Your instructions
Return the lines below exactly, starting with the line that contains "Quick job: Convert" and stopping after the last line.

(Collected data)
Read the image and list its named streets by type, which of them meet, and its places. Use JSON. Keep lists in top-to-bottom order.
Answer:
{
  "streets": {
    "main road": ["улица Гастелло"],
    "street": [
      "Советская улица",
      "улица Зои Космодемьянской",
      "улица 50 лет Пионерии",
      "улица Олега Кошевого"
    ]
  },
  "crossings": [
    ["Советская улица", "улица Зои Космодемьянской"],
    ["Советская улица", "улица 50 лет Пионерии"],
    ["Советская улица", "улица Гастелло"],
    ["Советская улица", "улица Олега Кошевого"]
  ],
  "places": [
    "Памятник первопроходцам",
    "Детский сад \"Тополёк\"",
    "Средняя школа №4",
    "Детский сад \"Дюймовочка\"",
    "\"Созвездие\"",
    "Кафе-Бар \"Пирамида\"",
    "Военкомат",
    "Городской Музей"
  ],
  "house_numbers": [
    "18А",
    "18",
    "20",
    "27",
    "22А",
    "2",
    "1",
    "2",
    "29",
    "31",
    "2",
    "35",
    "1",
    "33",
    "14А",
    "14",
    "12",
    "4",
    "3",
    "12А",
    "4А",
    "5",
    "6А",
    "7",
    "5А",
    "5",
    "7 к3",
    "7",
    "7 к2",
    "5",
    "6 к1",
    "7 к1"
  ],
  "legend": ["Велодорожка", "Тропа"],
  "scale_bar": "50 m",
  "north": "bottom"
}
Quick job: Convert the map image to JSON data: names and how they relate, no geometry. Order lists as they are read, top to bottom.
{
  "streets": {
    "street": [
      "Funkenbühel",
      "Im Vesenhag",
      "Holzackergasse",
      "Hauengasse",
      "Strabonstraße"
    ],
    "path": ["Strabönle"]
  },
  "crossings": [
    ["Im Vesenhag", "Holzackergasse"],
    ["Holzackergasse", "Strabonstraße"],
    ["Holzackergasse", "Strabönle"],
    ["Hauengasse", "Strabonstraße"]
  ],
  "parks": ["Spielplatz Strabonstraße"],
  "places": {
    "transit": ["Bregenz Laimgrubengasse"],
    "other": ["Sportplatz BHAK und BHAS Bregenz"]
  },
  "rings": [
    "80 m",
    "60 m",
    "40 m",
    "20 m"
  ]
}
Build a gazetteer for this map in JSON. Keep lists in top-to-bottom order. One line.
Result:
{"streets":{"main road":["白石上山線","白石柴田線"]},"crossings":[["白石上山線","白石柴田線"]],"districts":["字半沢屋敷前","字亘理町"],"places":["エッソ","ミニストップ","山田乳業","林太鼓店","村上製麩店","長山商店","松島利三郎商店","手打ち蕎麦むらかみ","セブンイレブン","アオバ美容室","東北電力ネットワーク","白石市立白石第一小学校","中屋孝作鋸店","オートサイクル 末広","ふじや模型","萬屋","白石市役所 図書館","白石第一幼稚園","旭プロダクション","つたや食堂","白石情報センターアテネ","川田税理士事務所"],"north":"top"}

Result for this task
Quick job: Convert the map image to JSON data: names and how they relate, no geometry. Order lists as they are read, top to bottom.
{
  "streets": {
    "street": [
      "Funkenbühel",
      "Im Vesenhag",
      "Holzackergasse",
      "Hauengasse",
      "Strabonstraße"
    ],
    "path": ["Strabönle"]
  },
  "crossings": [
    ["Im Vesenhag", "Holzackergasse"],
    ["Holzackergasse", "Strabonstraße"],
    ["Holzackergasse", "Strabönle"],
    ["Hauengasse", "Strabonstraße"]
  ],
  "parks": ["Spielplatz Strabonstraße"],
  "places": {
    "transit": ["Bregenz Laimgrubengasse"],
    "other": ["Sportplatz BHAK und BHAS Bregenz"]
  },
  "rings": [
    "80 m",
    "60 m",
    "40 m",
    "20 m"
  ]
}
Build a gazetteer for this map in JSON. Keep lists in top-to-bottom order. One line.
Result:
{"streets":{"main road":["白石上山線","白石柴田線"]},"crossings":[["白石上山線","白石柴田線"]],"districts":["字半沢屋敷前","字亘理町"],"places":["エッソ","ミニストップ","山田乳業","林太鼓店","村上製麩店","長山商店","松島利三郎商店","手打ち蕎麦むらかみ","セブンイレブン","アオバ美容室","東北電力ネットワーク","白石市立白石第一小学校","中屋孝作鋸店","オートサイクル 末広","ふじや模型","萬屋","白石市役所 図書館","白石第一幼稚園","旭プロダクション","つたや食堂","白石情報センターアテネ","川田税理士事務所"],"north":"top"}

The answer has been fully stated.